Pandas the Giant Cat Bear

While the most common Chinese word for panda translates as “large cat bear”, the giant panda is not a cat and may not be a bear. Although it is currently considered part of the bear family (Ursidae), until recently it was classed among the raccoon family (Procyonidae). Both the giant panda and the much smaller red panda have distinctive facial markings reminiscent of raccoons, but also of the South American spectacled bear. While both types of pandas survive on a diet consisting almost entirely of bamboo, both are technically omnivores, with digestive tracts more typical of carnivores. There is active debate about whether the two types of pandas will both end up in the same taxonomic family.

The scientific classification of the giant panda is Ailuropoda melanoleuca, which is derived from the Greek root words for cat feet, black-white.

An adult giant panda stands about six feet tall and weighs about 300 pounds. Males are larger than females. In captivity, they can live up to 35 years. Where most bears walk on their knuckles, the feet of the panda are plantigrade, the same as human beings. Their eyes have vertical slits, like those of a cat and unlike those of any other member of the bear family. The panda also has a distinct “thumb”, actually a modified sesamoid bone, on its front paws. These “hands”, powerful molars, strong jaw muscles, and the flattened face all are highly useful in reaching and chewing hard bamboo, their primary activity during most of the daylight hours. The soft black-and-white fur is very warm, a factor which contributed to their being overhunted in previous decades.

While the range of the giant panda used to be much larger, today they are found in the wild only in the bamboo forests of the Tibetan Plateau, forests that are shrinking every day due to farming, logging, land development, and even poaching for meat or fur, or for illicit zoos. Individual giant pandas each require a range of about three square miles apiece, the smallest range of any species of bear. Because each bamboo species goes through the parts of its life cycle at the same time, a bamboo forest must have at least two species of bamboo to be able to support a panda, so that at least one species will always in the active stages of its cycle.

Pandas are solitary wanderers within their range except when seeking a mate. Reproductive maturity comes sometime after the female is four years old, and can last until she is 20. The female goes into her estrous period once a year, and then only for a few days. The gestation period has an unusually wide range, anywhere between three and five months, which is directly related to climactic environment. When close to giving birth the mother will find a cave or hollow tree, where she will give birth and raise the cubs alone. The newborn cubs will weigh under a half a pound and be almost entirely helpless. The cub is born naked, the distinctive fur not growing in until nearly three months of age. It begins to wean at six years of age. Although up to two cubs may be born, the mother can only properly nurse one, and the other usually starves.

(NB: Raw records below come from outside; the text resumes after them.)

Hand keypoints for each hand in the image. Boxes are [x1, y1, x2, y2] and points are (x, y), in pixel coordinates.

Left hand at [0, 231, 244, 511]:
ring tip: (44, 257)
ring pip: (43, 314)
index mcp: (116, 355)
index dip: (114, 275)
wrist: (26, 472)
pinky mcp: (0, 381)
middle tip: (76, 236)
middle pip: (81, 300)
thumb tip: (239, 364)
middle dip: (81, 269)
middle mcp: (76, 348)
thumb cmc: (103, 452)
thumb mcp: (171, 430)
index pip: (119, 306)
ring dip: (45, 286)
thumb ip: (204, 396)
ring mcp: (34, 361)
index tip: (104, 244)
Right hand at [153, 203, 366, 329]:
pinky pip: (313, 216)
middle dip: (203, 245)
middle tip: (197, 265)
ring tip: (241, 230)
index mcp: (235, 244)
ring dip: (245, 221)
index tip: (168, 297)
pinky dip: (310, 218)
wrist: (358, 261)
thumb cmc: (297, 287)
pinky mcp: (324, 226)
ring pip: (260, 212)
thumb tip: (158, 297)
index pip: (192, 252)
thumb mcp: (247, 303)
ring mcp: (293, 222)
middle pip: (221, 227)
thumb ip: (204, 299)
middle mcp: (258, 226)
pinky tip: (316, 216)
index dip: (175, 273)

Pandas in captivity are no longer allowed to leave China except on loan, at a cost of one million dollars per year. Part of the lease agreement is that any cubs born during this time also belong to China. Until quite recently pandas didn’t reproduce in captivity, lacking both a reproductive drive and nurturing instincts. Now, however, zoo breeding programs are starting to become quite successful, and very slowly the highly endangered status of the giant panda is being reversed. Numbers alone, however, will not solve the habitat issue.

So symbolic of endangered species has the giant panda become, the World Wildlife Federation (WWF) uses its image on its crest.